Reproduce each record exactly, leaving out no line.

------------------------------

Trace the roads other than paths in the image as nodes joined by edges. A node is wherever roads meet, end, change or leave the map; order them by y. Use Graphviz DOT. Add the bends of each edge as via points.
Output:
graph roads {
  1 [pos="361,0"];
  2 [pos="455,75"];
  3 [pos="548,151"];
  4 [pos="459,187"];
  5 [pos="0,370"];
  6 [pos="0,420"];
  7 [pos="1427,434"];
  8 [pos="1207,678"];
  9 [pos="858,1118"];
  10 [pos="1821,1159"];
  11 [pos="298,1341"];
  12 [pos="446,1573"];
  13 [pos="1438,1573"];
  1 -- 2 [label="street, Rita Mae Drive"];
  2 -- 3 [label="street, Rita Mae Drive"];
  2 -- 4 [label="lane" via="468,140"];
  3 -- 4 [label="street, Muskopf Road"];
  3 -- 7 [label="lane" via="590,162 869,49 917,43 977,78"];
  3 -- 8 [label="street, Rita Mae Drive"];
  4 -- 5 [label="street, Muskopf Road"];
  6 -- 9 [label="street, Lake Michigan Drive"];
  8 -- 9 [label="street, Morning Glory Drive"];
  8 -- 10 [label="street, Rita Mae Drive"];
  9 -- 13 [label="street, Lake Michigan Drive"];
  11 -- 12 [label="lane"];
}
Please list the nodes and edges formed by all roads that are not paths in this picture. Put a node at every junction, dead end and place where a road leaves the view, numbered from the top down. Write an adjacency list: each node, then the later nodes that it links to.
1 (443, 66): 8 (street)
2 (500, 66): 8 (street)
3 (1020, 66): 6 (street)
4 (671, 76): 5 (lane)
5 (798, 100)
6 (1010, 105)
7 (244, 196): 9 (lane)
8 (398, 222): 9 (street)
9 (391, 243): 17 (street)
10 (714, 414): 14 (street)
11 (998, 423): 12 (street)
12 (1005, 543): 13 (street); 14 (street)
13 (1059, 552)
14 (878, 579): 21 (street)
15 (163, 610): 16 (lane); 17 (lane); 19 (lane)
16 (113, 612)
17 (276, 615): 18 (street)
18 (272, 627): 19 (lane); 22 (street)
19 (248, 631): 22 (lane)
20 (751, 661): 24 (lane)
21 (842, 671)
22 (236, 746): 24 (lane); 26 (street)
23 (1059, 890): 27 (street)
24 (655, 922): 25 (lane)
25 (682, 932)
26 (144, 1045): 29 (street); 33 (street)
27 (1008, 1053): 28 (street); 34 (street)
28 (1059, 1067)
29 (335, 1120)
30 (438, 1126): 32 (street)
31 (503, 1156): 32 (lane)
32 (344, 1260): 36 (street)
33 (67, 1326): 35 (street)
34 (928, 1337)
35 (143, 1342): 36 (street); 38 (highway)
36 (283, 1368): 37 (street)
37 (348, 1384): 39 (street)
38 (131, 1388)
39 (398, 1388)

------------------------------

> **ANSWER AREA**
Trace the roads other than paths in the image as nodes joined by edges. A node is wherever roads meet, end, change or leave the map; order them by y. Use Graphviz DOT. Add the bends of each edge as via points.
Output:
graph roads {
  1 [pos="361,0"];
  2 [pos="455,75"];
  3 [pos="548,151"];
  4 [pos="459,187"];
  5 [pos="0,370"];
  6 [pos="0,420"];
  7 [pos="1427,434"];
  8 [pos="1207,678"];
  9 [pos="858,1118"];
  10 [pos="1821,1159"];
  11 [pos="298,1341"];
  12 [pos="446,1573"];
  13 [pos="1438,1573"];
  1 -- 2 [label="street, Rita Mae Drive"];
  2 -- 3 [label="street, Rita Mae Drive"];
  2 -- 4 [label="lane" via="468,140"];
  3 -- 4 [label="street, Muskopf Road"];
  3 -- 7 [label="lane" via="590,162 869,49 917,43 977,78"];
  3 -- 8 [label="street, Rita Mae Drive"];
  4 -- 5 [label="street, Muskopf Road"];
  6 -- 9 [label="street, Lake Michigan Drive"];
  8 -- 9 [label="street, Morning Glory Drive"];
  8 -- 10 [label="street, Rita Mae Drive"];
  9 -- 13 [label="street, Lake Michigan Drive"];
  11 -- 12 [label="lane"];
}
Please list the nodes and edges formed by all roads that are not paths in this picture. Put a node at every junction, dead end and place where a road leaves the view, numbered from the top down. Write an adjacency list: each node, then the later nodes that it links to.
1 (443, 66): 8 (street)
2 (500, 66): 8 (street)
3 (1020, 66): 6 (street)
4 (671, 76): 5 (lane)
5 (798, 100)
6 (1010, 105)
7 (244, 196): 9 (lane)
8 (398, 222): 9 (street)
9 (391, 243): 17 (street)
10 (714, 414): 14 (street)
11 (998, 423): 12 (street)
12 (1005, 543): 13 (street); 14 (street)
13 (1059, 552)
14 (878, 579): 21 (street)
15 (163, 610): 16 (lane); 17 (lane); 19 (lane)
16 (113, 612)
17 (276, 615): 18 (street)
18 (272, 627): 19 (lane); 22 (street)
19 (248, 631): 22 (lane)
20 (751, 661): 24 (lane)
21 (842, 671)
22 (236, 746): 24 (lane); 26 (street)
23 (1059, 890): 27 (street)
24 (655, 922): 25 (lane)
25 (682, 932)
26 (144, 1045): 29 (street); 33 (street)
27 (1008, 1053): 28 (street); 34 (street)
28 (1059, 1067)
29 (335, 1120)
30 (438, 1126): 32 (street)
31 (503, 1156): 32 (lane)
32 (344, 1260): 36 (street)
33 (67, 1326): 35 (street)
34 (928, 1337)
35 (143, 1342): 36 (street); 38 (highway)
36 (283, 1368): 37 (street)
37 (348, 1384): 39 (street)
38 (131, 1388)
39 (398, 1388)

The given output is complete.